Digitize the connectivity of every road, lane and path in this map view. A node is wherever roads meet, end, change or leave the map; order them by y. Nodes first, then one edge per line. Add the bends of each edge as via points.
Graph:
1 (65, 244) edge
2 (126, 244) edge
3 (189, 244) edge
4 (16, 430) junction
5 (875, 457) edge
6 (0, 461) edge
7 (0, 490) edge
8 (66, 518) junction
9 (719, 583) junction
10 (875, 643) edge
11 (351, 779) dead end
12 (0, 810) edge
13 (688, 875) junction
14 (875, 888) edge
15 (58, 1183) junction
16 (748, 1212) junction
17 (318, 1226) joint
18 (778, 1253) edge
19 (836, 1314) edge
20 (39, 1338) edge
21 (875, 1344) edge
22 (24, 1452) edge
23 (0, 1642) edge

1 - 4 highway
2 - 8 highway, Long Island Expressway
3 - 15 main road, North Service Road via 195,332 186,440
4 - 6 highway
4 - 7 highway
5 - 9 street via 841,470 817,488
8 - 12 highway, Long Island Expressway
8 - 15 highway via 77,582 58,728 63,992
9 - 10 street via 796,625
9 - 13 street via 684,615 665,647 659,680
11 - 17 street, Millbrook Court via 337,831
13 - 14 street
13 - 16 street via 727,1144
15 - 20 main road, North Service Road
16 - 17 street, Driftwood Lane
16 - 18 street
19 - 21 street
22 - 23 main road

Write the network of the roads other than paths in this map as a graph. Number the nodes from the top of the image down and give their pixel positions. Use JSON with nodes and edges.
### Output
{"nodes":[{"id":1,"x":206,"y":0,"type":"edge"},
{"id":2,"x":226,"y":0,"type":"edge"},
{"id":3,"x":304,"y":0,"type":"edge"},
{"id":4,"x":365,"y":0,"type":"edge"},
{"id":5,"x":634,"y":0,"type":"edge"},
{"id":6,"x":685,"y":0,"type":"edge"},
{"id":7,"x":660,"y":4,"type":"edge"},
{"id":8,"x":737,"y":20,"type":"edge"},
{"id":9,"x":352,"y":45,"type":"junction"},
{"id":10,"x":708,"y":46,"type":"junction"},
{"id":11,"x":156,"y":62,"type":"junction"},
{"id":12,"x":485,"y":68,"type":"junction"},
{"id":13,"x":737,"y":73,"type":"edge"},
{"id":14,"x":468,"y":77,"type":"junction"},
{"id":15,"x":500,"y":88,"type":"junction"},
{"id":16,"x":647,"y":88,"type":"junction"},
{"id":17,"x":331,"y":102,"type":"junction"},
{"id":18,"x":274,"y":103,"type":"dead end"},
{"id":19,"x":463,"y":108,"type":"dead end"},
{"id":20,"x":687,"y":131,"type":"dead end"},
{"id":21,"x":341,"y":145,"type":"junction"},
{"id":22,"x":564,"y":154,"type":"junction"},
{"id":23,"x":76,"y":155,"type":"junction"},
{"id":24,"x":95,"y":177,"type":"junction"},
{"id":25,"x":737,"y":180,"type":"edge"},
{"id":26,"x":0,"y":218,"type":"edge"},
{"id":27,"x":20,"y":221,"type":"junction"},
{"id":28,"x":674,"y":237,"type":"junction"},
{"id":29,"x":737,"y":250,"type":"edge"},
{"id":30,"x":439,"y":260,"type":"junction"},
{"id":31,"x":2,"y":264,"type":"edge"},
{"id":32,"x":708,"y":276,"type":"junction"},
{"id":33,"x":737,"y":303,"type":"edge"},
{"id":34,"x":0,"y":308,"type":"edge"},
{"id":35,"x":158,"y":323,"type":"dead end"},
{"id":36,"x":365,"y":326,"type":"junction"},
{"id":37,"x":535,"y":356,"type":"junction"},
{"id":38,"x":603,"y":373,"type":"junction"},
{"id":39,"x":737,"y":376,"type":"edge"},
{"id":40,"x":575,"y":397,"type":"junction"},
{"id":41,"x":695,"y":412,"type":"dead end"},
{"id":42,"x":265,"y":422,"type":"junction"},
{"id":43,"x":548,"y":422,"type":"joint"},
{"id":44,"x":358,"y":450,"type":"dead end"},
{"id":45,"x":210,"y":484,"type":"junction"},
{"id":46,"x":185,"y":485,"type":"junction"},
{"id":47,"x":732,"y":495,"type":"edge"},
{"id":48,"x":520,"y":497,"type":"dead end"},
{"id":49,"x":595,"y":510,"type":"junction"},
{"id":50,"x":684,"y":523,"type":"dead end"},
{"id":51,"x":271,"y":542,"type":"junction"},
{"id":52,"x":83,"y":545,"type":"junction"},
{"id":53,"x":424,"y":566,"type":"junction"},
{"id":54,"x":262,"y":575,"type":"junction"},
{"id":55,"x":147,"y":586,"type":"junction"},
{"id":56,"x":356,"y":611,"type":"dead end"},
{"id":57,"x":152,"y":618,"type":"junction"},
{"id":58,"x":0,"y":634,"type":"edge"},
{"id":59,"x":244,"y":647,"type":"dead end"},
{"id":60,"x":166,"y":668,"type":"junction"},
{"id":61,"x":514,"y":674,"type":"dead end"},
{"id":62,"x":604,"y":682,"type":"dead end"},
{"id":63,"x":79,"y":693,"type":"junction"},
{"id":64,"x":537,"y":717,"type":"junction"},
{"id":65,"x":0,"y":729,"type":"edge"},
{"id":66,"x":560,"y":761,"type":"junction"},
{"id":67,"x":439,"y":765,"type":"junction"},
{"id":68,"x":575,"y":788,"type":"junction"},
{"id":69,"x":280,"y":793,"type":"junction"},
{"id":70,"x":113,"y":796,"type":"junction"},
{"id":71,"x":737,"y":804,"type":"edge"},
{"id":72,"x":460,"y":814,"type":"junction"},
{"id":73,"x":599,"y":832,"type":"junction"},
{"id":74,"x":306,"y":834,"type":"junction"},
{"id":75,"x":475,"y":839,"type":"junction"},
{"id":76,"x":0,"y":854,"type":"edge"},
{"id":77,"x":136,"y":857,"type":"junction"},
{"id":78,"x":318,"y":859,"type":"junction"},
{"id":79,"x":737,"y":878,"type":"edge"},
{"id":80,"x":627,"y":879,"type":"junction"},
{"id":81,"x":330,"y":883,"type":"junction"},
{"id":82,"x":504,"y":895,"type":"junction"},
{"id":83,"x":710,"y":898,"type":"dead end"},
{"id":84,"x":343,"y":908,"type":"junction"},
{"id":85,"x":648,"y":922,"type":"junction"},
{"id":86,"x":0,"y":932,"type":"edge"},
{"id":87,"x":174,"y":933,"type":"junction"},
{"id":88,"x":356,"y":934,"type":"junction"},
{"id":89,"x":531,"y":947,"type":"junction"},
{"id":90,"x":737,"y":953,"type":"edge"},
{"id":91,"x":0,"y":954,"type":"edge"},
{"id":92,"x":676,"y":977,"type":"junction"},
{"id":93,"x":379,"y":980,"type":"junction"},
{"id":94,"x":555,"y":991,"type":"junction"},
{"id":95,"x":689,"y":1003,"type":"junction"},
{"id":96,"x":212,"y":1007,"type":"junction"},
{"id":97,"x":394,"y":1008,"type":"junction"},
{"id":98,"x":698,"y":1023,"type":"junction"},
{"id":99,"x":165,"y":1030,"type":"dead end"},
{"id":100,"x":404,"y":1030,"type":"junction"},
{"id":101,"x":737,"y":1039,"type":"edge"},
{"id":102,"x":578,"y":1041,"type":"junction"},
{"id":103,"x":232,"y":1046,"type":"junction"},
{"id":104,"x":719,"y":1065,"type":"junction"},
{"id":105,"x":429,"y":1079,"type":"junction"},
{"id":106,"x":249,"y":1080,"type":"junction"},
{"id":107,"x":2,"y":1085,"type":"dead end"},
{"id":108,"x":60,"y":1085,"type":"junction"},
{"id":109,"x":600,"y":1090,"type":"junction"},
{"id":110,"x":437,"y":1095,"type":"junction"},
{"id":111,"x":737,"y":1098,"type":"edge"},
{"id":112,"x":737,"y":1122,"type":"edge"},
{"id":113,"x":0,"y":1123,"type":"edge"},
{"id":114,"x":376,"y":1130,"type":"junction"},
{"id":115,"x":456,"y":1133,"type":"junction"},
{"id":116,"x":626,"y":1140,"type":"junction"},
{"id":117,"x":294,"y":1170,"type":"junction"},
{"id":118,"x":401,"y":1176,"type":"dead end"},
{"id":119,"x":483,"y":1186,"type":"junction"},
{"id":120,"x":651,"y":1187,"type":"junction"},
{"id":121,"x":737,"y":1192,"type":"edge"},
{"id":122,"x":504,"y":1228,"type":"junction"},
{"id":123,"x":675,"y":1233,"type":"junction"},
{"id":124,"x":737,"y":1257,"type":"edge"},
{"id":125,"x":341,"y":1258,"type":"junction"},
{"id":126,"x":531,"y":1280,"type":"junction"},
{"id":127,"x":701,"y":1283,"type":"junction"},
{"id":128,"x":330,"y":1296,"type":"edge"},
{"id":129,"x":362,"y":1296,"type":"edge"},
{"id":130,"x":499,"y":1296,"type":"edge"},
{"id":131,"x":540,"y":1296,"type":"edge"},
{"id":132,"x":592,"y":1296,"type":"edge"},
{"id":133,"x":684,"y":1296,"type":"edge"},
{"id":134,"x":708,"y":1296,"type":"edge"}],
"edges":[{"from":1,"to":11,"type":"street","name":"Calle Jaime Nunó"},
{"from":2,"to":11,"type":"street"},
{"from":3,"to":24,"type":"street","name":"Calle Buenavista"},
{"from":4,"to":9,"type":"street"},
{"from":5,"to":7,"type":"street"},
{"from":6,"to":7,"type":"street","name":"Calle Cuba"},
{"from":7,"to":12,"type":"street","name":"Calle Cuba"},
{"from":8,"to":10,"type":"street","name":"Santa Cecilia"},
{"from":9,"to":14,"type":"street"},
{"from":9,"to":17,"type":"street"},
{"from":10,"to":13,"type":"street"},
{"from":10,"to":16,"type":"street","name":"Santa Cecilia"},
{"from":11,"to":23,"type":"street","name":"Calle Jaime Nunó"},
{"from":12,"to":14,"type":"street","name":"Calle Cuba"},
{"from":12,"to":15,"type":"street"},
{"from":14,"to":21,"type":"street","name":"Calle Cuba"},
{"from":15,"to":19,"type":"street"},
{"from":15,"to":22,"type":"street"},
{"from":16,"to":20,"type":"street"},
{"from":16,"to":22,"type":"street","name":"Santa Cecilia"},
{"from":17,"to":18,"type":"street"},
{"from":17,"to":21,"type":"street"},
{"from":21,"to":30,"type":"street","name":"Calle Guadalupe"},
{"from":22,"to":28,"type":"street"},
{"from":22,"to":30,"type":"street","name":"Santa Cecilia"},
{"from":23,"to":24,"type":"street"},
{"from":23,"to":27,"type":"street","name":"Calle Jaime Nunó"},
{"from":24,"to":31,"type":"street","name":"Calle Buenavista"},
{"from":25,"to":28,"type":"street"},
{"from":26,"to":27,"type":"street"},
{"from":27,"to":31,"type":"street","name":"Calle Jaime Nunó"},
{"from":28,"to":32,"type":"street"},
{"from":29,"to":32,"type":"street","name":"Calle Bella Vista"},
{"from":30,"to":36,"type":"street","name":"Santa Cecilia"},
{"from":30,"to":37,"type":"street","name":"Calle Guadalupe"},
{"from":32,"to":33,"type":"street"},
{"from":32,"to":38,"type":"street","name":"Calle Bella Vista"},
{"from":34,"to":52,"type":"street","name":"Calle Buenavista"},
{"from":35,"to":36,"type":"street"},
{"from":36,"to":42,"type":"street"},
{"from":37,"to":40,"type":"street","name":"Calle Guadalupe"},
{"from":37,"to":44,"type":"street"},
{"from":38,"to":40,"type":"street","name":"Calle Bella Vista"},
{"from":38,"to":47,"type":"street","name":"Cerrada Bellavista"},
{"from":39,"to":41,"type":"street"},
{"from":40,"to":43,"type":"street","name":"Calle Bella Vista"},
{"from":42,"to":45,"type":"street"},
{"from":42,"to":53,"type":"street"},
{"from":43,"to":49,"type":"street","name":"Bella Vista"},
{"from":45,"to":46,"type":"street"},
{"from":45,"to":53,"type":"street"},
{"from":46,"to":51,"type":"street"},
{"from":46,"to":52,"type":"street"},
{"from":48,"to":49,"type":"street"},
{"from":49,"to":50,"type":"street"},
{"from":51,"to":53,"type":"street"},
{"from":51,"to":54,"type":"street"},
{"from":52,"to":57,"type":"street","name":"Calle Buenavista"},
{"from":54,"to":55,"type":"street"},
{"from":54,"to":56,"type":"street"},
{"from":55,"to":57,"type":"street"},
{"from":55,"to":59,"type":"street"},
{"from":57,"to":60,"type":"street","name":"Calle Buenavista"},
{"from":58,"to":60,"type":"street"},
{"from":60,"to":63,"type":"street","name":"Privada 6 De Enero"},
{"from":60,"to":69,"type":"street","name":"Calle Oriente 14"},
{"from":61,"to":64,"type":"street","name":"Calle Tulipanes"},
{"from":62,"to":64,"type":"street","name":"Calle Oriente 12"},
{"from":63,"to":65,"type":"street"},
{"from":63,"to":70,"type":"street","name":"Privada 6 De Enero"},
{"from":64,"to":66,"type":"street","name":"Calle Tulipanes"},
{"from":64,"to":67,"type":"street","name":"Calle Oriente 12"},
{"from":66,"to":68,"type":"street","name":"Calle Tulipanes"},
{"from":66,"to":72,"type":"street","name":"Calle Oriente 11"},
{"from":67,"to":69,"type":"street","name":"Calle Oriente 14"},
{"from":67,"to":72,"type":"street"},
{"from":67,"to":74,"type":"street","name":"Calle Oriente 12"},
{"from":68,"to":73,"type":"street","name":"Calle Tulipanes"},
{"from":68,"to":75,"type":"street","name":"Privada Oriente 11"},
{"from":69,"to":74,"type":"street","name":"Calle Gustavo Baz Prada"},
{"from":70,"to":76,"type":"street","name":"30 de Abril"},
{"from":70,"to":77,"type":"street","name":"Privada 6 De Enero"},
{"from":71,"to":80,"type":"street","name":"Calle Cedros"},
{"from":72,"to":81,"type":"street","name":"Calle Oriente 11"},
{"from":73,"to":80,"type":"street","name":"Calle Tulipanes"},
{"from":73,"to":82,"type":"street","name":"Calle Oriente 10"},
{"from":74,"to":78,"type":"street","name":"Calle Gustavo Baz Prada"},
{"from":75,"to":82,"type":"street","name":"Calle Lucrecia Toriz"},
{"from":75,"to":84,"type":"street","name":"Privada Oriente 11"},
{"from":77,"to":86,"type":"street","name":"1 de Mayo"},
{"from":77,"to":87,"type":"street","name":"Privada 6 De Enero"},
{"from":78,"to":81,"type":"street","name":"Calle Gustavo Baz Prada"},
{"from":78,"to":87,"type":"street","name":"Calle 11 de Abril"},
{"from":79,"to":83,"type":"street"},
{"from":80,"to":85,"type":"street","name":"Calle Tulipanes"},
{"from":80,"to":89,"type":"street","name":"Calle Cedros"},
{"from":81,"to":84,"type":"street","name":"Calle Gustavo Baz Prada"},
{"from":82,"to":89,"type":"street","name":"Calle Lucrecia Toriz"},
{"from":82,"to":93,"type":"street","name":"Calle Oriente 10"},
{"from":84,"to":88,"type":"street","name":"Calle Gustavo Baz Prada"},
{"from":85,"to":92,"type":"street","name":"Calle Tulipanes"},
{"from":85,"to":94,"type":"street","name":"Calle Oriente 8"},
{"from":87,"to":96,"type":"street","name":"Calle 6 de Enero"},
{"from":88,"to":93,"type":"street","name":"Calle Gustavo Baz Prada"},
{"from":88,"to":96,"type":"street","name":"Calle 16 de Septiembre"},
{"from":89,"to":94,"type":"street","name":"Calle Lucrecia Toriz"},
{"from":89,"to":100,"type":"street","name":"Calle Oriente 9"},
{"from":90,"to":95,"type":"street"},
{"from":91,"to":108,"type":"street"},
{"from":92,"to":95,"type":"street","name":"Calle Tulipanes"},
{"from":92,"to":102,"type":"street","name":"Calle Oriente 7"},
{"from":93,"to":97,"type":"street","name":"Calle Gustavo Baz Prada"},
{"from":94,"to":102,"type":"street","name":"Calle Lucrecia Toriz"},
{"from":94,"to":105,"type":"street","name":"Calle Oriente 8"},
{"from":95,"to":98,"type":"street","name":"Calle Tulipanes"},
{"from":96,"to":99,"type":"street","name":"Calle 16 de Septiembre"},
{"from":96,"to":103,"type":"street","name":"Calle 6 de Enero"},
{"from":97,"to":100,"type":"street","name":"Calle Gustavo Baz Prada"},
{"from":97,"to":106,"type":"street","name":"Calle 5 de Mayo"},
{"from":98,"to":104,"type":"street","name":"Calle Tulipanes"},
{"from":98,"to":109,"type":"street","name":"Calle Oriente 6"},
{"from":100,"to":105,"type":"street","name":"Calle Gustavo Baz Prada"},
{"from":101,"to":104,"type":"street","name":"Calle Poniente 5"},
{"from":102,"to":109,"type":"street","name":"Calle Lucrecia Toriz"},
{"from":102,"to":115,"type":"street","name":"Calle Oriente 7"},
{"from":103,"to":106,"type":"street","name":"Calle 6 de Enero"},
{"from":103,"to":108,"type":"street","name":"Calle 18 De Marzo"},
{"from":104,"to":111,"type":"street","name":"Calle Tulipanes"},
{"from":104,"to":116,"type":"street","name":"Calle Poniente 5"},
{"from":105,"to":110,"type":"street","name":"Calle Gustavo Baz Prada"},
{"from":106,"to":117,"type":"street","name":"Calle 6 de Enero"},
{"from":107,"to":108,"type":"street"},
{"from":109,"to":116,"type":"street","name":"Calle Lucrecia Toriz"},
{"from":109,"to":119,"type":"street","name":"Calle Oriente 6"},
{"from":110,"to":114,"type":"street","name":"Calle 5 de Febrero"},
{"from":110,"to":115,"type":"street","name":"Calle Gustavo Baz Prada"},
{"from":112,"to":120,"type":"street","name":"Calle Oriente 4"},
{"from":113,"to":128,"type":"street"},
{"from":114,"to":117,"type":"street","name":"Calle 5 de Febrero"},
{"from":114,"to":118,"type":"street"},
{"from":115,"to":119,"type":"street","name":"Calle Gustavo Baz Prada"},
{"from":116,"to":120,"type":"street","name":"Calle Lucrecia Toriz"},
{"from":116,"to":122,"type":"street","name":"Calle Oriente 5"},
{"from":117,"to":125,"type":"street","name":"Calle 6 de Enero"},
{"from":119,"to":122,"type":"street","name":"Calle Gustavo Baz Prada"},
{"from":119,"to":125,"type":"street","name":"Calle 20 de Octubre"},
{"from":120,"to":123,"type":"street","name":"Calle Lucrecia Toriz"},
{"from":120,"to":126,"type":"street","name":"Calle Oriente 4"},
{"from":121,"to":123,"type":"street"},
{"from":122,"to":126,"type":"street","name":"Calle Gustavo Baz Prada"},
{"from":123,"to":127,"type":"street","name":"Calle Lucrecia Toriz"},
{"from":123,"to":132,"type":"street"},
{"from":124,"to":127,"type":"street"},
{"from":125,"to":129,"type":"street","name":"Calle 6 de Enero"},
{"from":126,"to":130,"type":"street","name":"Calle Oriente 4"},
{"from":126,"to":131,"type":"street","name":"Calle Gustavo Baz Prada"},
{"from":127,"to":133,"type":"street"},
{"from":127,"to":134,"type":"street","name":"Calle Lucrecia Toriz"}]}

=-=-=-=-=

● Problem description
Scan the material and collect every line that contains "main".

● Output for this task
3 - 15 main road, North Service Road via 195,332 186,440
15 - 20 main road, North Service Road
22 - 23 main road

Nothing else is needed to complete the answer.